What you are asked to do
Each line of the records that holds the word "paths" should be copied out.

Data to process
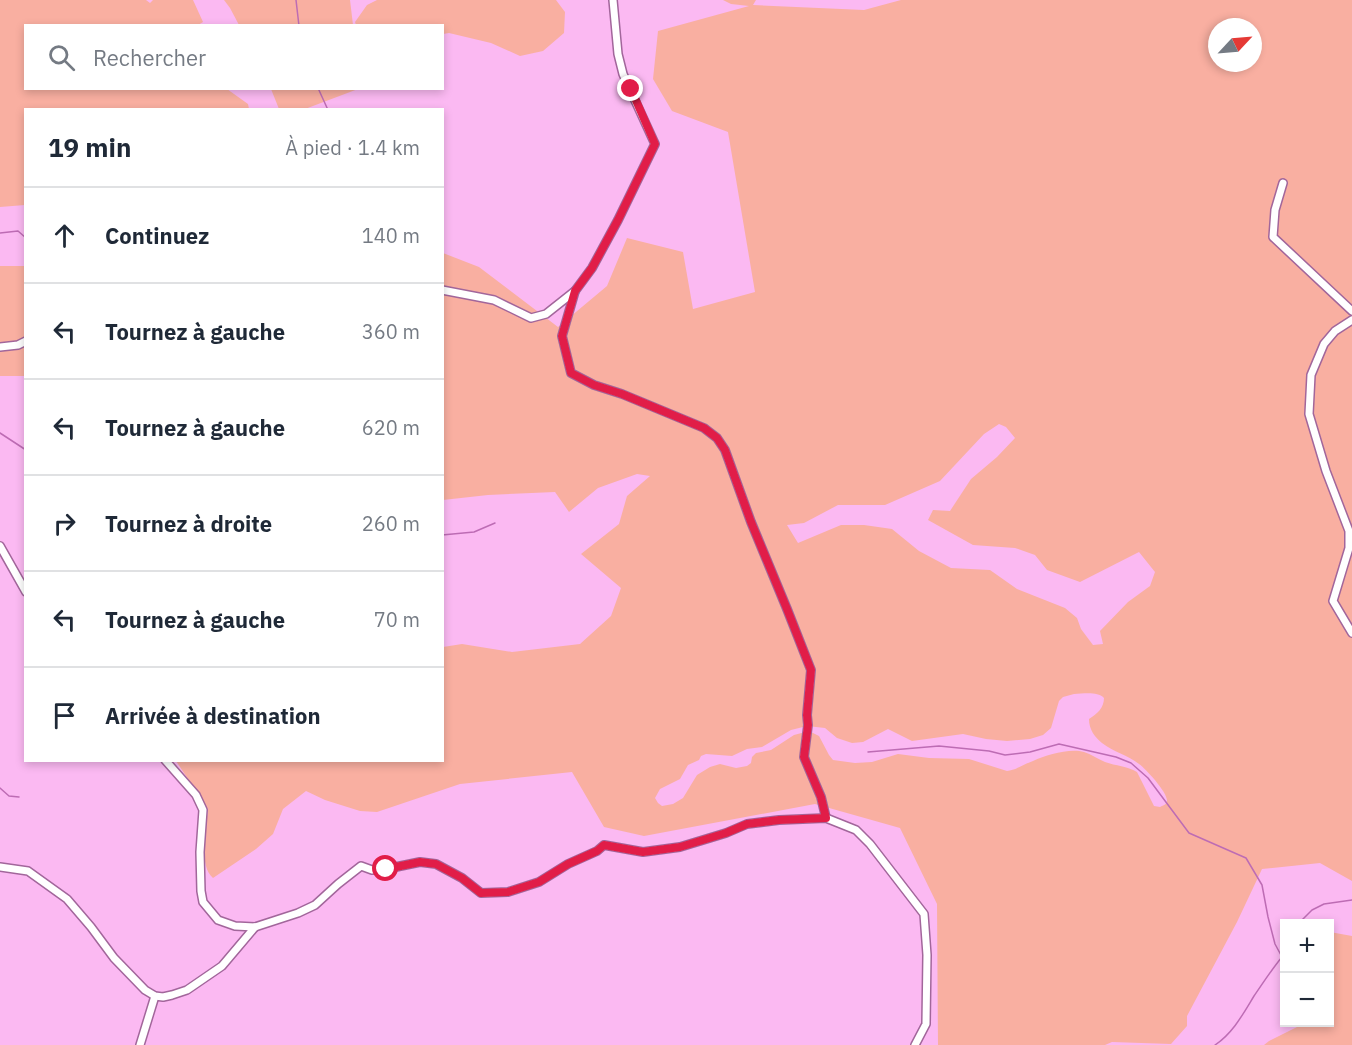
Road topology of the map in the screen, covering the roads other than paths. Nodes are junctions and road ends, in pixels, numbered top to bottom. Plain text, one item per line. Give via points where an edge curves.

--

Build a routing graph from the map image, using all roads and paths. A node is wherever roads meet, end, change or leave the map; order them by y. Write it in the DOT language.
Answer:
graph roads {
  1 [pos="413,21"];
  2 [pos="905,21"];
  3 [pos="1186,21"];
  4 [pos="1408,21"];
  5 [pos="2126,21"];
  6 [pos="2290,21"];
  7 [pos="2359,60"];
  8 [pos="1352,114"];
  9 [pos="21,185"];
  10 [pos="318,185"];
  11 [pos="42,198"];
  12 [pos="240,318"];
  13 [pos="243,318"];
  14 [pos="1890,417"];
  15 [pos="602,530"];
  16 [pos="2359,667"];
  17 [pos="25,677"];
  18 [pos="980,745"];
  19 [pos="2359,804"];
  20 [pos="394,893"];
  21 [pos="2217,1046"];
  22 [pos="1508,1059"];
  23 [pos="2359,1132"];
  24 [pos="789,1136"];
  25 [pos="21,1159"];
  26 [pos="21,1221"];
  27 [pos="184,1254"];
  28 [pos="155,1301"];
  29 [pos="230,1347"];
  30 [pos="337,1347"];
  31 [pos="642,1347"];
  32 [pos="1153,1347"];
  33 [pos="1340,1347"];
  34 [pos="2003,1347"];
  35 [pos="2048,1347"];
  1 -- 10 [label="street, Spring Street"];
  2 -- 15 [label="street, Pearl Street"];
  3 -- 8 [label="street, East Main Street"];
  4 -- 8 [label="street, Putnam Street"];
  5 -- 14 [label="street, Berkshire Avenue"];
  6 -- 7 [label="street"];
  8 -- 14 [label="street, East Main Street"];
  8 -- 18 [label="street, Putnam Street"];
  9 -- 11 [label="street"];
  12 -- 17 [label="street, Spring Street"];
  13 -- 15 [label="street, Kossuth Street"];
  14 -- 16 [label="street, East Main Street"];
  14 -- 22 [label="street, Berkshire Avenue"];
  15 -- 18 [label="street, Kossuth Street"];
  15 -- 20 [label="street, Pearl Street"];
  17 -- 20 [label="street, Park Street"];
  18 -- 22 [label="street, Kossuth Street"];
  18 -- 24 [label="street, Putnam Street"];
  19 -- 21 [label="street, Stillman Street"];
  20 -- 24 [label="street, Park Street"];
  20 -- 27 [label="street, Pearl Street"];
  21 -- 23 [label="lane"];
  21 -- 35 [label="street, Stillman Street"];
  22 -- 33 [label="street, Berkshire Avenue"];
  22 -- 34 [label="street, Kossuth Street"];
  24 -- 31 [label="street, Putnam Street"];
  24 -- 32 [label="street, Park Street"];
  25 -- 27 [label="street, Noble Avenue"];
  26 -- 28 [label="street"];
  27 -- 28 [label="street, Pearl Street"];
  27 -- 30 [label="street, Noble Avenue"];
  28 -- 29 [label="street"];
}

Answer section
Road topology of the map in the screen, covering the roads other than paths. Nodes are junctions and road ends, in pixels, numbered top to bottom. Plain text, one item per line. Give via points where an edge curves.
Build a routing graph from the map image, using all roads and paths. A node is wherever roads meet, end, change or leave the map; order them by y. Write it in the DOT language.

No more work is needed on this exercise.